(Stored data)

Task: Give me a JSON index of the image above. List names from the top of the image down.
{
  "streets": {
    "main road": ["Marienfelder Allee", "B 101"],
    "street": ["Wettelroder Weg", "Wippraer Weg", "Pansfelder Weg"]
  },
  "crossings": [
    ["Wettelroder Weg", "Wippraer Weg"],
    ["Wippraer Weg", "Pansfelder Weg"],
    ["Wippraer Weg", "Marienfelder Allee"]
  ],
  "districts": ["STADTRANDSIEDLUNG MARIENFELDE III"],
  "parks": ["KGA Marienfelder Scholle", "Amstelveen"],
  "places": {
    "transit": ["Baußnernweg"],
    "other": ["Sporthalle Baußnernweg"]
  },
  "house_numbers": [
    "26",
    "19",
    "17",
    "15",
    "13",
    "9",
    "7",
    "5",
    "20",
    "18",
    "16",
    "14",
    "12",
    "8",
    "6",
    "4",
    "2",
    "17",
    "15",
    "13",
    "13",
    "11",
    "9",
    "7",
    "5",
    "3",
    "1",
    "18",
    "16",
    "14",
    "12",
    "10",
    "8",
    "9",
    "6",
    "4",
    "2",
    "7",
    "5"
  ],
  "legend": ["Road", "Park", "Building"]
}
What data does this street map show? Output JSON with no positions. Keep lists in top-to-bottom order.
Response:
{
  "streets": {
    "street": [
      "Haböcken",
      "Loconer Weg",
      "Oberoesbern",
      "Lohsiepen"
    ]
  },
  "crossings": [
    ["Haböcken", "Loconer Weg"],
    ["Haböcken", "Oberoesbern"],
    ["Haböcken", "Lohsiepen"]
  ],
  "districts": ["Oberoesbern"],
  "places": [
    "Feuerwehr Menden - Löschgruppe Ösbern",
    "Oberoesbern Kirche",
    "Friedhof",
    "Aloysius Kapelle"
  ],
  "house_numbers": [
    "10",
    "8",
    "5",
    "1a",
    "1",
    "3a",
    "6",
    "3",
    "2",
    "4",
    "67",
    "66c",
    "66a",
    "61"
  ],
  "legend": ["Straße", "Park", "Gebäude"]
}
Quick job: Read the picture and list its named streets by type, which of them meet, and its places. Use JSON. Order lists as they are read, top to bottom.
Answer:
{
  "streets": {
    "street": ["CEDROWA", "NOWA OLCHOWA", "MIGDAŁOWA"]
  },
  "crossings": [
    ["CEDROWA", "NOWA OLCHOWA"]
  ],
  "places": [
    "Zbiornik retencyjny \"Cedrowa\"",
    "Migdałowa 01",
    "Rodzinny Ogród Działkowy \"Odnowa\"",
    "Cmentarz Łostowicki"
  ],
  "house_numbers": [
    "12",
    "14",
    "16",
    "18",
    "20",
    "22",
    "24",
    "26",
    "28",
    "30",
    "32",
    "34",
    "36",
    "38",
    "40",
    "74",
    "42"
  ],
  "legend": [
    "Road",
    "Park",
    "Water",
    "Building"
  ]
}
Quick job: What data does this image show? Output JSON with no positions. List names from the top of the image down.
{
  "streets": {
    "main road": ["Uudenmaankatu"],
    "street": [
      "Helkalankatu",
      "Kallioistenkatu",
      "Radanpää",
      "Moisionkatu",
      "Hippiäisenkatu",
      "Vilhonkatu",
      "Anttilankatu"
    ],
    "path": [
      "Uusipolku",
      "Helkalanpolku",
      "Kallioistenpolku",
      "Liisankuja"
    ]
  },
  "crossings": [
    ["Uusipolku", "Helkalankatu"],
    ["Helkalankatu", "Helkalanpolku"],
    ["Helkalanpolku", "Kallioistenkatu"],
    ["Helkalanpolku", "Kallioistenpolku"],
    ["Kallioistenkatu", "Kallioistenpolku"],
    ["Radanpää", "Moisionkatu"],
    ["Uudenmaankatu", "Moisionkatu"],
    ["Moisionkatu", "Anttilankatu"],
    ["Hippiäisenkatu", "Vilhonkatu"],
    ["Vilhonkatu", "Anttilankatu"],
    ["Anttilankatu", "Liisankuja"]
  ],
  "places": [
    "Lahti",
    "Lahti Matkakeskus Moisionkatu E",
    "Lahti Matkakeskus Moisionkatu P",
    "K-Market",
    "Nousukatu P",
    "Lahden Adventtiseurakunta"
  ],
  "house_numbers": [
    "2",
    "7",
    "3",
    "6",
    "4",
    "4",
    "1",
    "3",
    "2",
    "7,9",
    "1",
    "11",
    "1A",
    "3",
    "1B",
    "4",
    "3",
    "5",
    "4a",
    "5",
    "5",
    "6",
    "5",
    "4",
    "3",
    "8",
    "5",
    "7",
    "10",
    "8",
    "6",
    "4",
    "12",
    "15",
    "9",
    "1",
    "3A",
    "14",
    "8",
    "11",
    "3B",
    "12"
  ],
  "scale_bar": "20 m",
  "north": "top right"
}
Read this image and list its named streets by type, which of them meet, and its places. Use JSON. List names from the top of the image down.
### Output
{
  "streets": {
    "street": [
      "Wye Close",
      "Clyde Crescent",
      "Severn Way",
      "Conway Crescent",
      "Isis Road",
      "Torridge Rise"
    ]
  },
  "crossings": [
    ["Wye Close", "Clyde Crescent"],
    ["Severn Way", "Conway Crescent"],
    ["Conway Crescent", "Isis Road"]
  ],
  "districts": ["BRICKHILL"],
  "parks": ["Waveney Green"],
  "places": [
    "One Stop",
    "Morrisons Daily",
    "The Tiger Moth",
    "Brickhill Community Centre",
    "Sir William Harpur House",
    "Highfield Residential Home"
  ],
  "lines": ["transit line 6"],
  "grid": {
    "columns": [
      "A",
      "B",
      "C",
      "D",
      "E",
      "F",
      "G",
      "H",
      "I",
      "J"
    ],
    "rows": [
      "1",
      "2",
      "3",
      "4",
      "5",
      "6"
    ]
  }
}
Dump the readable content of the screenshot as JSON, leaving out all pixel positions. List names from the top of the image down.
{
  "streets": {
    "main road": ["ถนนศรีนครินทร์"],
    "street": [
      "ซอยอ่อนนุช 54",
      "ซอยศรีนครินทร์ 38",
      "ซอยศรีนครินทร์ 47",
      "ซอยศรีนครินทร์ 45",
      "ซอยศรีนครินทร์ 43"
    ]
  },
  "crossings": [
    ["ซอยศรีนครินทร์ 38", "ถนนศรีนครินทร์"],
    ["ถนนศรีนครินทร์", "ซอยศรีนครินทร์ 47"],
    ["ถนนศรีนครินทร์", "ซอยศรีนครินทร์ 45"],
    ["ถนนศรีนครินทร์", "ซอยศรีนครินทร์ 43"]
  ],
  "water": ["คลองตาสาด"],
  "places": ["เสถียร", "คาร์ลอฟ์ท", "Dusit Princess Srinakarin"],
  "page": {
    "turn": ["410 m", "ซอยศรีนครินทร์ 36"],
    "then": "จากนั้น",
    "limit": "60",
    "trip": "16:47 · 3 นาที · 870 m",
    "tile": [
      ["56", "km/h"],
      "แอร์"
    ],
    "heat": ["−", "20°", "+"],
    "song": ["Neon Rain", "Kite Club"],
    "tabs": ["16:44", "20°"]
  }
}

* _Task instructions_
All the lines above must be output exactly, with none omitted.

* _Your response_
Task: Give me a JSON index of the image above. List names from the top of the image down.
{
  "streets": {
    "main road": ["Marienfelder Allee", "B 101"],
    "street": ["Wettelroder Weg", "Wippraer Weg", "Pansfelder Weg"]
  },
  "crossings": [
    ["Wettelroder Weg", "Wippraer Weg"],
    ["Wippraer Weg", "Pansfelder Weg"],
    ["Wippraer Weg", "Marienfelder Allee"]
  ],
  "districts": ["STADTRANDSIEDLUNG MARIENFELDE III"],
  "parks": ["KGA Marienfelder Scholle", "Amstelveen"],
  "places": {
    "transit": ["Baußnernweg"],
    "other": ["Sporthalle Baußnernweg"]
  },
  "house_numbers": [
    "26",
    "19",
    "17",
    "15",
    "13",
    "9",
    "7",
    "5",
    "20",
    "18",
    "16",
    "14",
    "12",
    "8",
    "6",
    "4",
    "2",
    "17",
    "15",
    "13",
    "13",
    "11",
    "9",
    "7",
    "5",
    "3",
    "1",
    "18",
    "16",
    "14",
    "12",
    "10",
    "8",
    "9",
    "6",
    "4",
    "2",
    "7",
    "5"
  ],
  "legend": ["Road", "Park", "Building"]
}
What data does this street map show? Output JSON with no positions. Keep lists in top-to-bottom order.
Response:
{
  "streets": {
    "street": [
      "Haböcken",
      "Loconer Weg",
      "Oberoesbern",
      "Lohsiepen"
    ]
  },
  "crossings": [
    ["Haböcken", "Loconer Weg"],
    ["Haböcken", "Oberoesbern"],
    ["Haböcken", "Lohsiepen"]
  ],
  "districts": ["Oberoesbern"],
  "places": [
    "Feuerwehr Menden - Löschgruppe Ösbern",
    "Oberoesbern Kirche",
    "Friedhof",
    "Aloysius Kapelle"
  ],
  "house_numbers": [
    "10",
    "8",
    "5",
    "1a",
    "1",
    "3a",
    "6",
    "3",
    "2",
    "4",
    "67",
    "66c",
    "66a",
    "61"
  ],
  "legend": ["Straße", "Park", "Gebäude"]
}
Quick job: Read the picture and list its named streets by type, which of them meet, and its places. Use JSON. Order lists as they are read, top to bottom.
Answer:
{
  "streets": {
    "street": ["CEDROWA", "NOWA OLCHOWA", "MIGDAŁOWA"]
  },
  "crossings": [
    ["CEDROWA", "NOWA OLCHOWA"]
  ],
  "places": [
    "Zbiornik retencyjny \"Cedrowa\"",
    "Migdałowa 01",
    "Rodzinny Ogród Działkowy \"Odnowa\"",
    "Cmentarz Łostowicki"
  ],
  "house_numbers": [
    "12",
    "14",
    "16",
    "18",
    "20",
    "22",
    "24",
    "26",
    "28",
    "30",
    "32",
    "34",
    "36",
    "38",
    "40",
    "74",
    "42"
  ],
  "legend": [
    "Road",
    "Park",
    "Water",
    "Building"
  ]
}
Quick job: What data does this image show? Output JSON with no positions. List names from the top of the image down.
{
  "streets": {
    "main road": ["Uudenmaankatu"],
    "street": [
      "Helkalankatu",
      "Kallioistenkatu",
      "Radanpää",
      "Moisionkatu",
      "Hippiäisenkatu",
      "Vilhonkatu",
      "Anttilankatu"
    ],
    "path": [
      "Uusipolku",
      "Helkalanpolku",
      "Kallioistenpolku",
      "Liisankuja"
    ]
  },
  "crossings": [
    ["Uusipolku", "Helkalankatu"],
    ["Helkalankatu", "Helkalanpolku"],
    ["Helkalanpolku", "Kallioistenkatu"],
    ["Helkalanpolku", "Kallioistenpolku"],
    ["Kallioistenkatu", "Kallioistenpolku"],
    ["Radanpää", "Moisionkatu"],
    ["Uudenmaankatu", "Moisionkatu"],
    ["Moisionkatu", "Anttilankatu"],
    ["Hippiäisenkatu", "Vilhonkatu"],
    ["Vilhonkatu", "Anttilankatu"],
    ["Anttilankatu", "Liisankuja"]
  ],
  "places": [
    "Lahti",
    "Lahti Matkakeskus Moisionkatu E",
    "Lahti Matkakeskus Moisionkatu P",
    "K-Market",
    "Nousukatu P",
    "Lahden Adventtiseurakunta"
  ],
  "house_numbers": [
    "2",
    "7",
    "3",
    "6",
    "4",
    "4",
    "1",
    "3",
    "2",
    "7,9",
    "1",
    "11",
    "1A",
    "3",
    "1B",
    "4",
    "3",
    "5",
    "4a",
    "5",
    "5",
    "6",
    "5",
    "4",
    "3",
    "8",
    "5",
    "7",
    "10",
    "8",
    "6",
    "4",
    "12",
    "15",
    "9",
    "1",
    "3A",
    "14",
    "8",
    "11",
    "3B",
    "12"
  ],
  "scale_bar": "20 m",
  "north": "top right"
}
Read this image and list its named streets by type, which of them meet, and its places. Use JSON. List names from the top of the image down.
### Output
{
  "streets": {
    "street": [
      "Wye Close",
      "Clyde Crescent",
      "Severn Way",
      "Conway Crescent",
      "Isis Road",
      "Torridge Rise"
    ]
  },
  "crossings": [
    ["Wye Close", "Clyde Crescent"],
    ["Severn Way", "Conway Crescent"],
    ["Conway Crescent", "Isis Road"]
  ],
  "districts": ["BRICKHILL"],
  "parks": ["Waveney Green"],
  "places": [
    "One Stop",
    "Morrisons Daily",
    "The Tiger Moth",
    "Brickhill Community Centre",
    "Sir William Harpur House",
    "Highfield Residential Home"
  ],
  "lines": ["transit line 6"],
  "grid": {
    "columns": [
      "A",
      "B",
      "C",
      "D",
      "E",
      "F",
      "G",
      "H",
      "I",
      "J"
    ],
    "rows": [
      "1",
      "2",
      "3",
      "4",
      "5",
      "6"
    ]
  }
}
Dump the readable content of the screenshot as JSON, leaving out all pixel positions. List names from the top of the image down.
{
  "streets": {
    "main road": ["ถนนศรีนครินทร์"],
    "street": [
      "ซอยอ่อนนุช 54",
      "ซอยศรีนครินทร์ 38",
      "ซอยศรีนครินทร์ 47",
      "ซอยศรีนครินทร์ 45",
      "ซอยศรีนครินทร์ 43"
    ]
  },
  "crossings": [
    ["ซอยศรีนครินทร์ 38", "ถนนศรีนครินทร์"],
    ["ถนนศรีนครินทร์", "ซอยศรีนครินทร์ 47"],
    ["ถนนศรีนครินทร์", "ซอยศรีนครินทร์ 45"],
    ["ถนนศรีนครินทร์", "ซอยศรีนครินทร์ 43"]
  ],
  "water": ["คลองตาสาด"],
  "places": ["เสถียร", "คาร์ลอฟ์ท", "Dusit Princess Srinakarin"],
  "page": {
    "turn": ["410 m", "ซอยศรีนครินทร์ 36"],
    "then": "จากนั้น",
    "limit": "60",
    "trip": "16:47 · 3 นาที · 870 m",
    "tile": [
      ["56", "km/h"],
      "แอร์"
    ],
    "heat": ["−", "20°", "+"],
    "song": ["Neon Rain", "Kite Club"],
    "tabs": ["16:44", "20°"]
  }
}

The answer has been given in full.